A 14-week consultation asks if marriage in Scotland should be allowed for same-sex couples through a civil or religious ceremony. Currently, gay couples can enter a civil partnership which carries full legal rights but the ceremony cannot be conducted in religious premises.
Government ministers and officials say they intend to ensure religious organisations do not have to conduct these ceremonies against their will.
A recent Scottish Social Attitudes survey found more than 60% of people believe same-sex couples should have the right to marry, compared with 19% who disagree.
The issue has already provoked splits within the SNP ranks. Last month, SNP MSP John Mason said in a parliamentary motion that no-one should be “forced” to approve of same-sex marriage.
The Shettleston MSP, a Baptist, insisted churches feared they could be taken to court if they refused to conduct ceremonies under any change to legislation. The motion has been signed by SNP MSPs Bill Walker, Dave Thompson and Richard Lyle.
Alyn Smith, who became the first openly gay SNP parliamentarian, criticised Mr Mason’s motion as lacking “any idea of respect at all”, and it was attacked by Nationalist MP Pete Wishart as a “nasty little anti-gay marriage motion” on Twitter.
Health Secretary Nicola Sturgeon said: “In publishing the consultation today, we are setting out our initial view. We tend towards the view that same-sex marriage should be introduced.
“However, we are aware that for religious reasons, some faith groups and celebrants may not want to solemnise same-sex marriages, and that is why we are making it clear that they should not be obliged to do so.
“Although the Government has set out its initial view, we give an absolute assurance that all views will be listened to. No final views have been reached and no decisions have been taken.”
Mike Judge of the Christian Institute said: “All the legal rights of marriage are already available to homosexual couples through civil-partnership registrations. This is not about rights. This is about redefining marriage for the whole of society at the behest of a small minority of activists.
“If marriage is redefined for homosexual marriage, that new definition will be the one that the state promotes as the standard. It will have huge implications for what is taught in schools and for wider society.”
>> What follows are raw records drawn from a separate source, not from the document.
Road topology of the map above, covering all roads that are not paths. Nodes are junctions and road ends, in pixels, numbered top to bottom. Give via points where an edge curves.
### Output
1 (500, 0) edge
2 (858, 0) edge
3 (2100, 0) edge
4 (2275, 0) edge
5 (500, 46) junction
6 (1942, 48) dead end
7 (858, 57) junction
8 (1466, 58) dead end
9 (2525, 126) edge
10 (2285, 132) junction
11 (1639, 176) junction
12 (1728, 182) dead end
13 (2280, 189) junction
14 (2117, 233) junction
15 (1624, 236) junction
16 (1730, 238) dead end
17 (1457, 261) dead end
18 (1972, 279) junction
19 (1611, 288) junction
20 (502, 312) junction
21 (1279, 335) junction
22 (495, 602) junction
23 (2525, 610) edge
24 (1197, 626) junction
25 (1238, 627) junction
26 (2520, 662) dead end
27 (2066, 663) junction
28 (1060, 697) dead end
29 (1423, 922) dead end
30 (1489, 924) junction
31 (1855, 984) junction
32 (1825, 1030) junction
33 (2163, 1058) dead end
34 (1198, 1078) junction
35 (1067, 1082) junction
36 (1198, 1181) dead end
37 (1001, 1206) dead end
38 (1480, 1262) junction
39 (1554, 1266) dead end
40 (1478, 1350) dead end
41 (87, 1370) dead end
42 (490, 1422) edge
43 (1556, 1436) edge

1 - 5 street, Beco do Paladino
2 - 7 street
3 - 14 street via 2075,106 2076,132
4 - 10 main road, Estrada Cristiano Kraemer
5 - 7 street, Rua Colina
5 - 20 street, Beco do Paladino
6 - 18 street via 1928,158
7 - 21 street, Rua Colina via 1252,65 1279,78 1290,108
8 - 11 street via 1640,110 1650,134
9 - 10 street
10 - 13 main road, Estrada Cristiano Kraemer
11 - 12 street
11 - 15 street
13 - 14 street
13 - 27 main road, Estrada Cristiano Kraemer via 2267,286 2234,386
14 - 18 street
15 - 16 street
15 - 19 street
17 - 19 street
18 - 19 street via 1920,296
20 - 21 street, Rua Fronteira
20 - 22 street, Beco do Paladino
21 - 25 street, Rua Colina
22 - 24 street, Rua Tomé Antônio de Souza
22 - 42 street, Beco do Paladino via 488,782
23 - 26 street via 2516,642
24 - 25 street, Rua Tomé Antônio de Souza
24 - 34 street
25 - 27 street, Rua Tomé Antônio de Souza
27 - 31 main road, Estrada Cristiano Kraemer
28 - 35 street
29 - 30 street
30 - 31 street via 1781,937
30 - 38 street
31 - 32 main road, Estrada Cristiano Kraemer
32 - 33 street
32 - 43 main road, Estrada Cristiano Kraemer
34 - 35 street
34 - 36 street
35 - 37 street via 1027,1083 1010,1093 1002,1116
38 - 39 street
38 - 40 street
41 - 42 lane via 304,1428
Labour health spokeswoman Jackie Baillie said: “We believe the time is now right to consult on options to provide genuine equality for same-sex couples and their families, by addressing the different status of civil partnership and marriage and so welcome the consultation.”
The Equality Network, the lesbian, gay, bisexual and transgender rights organisation, welcomed the consultation.
Director Tim Hopkins said: “We agree that no religious body or religious celebrant should be required to conduct same-sex marriages. Some religious bodies want to conduct same-sex marriages, and they should be allowed to.
“The introduction of marriage equality in this term of the Scottish Parliament would add to Scotland’s reputation as a modern, fair and inclusive country.”
Green Party leader Patrick Harvie said: “There are practical issues about how to get the details of legislation right, and this consultation will resolve those matters. But the principle must be clear, and I call for a commitment for legislation to be introduced in 2012.”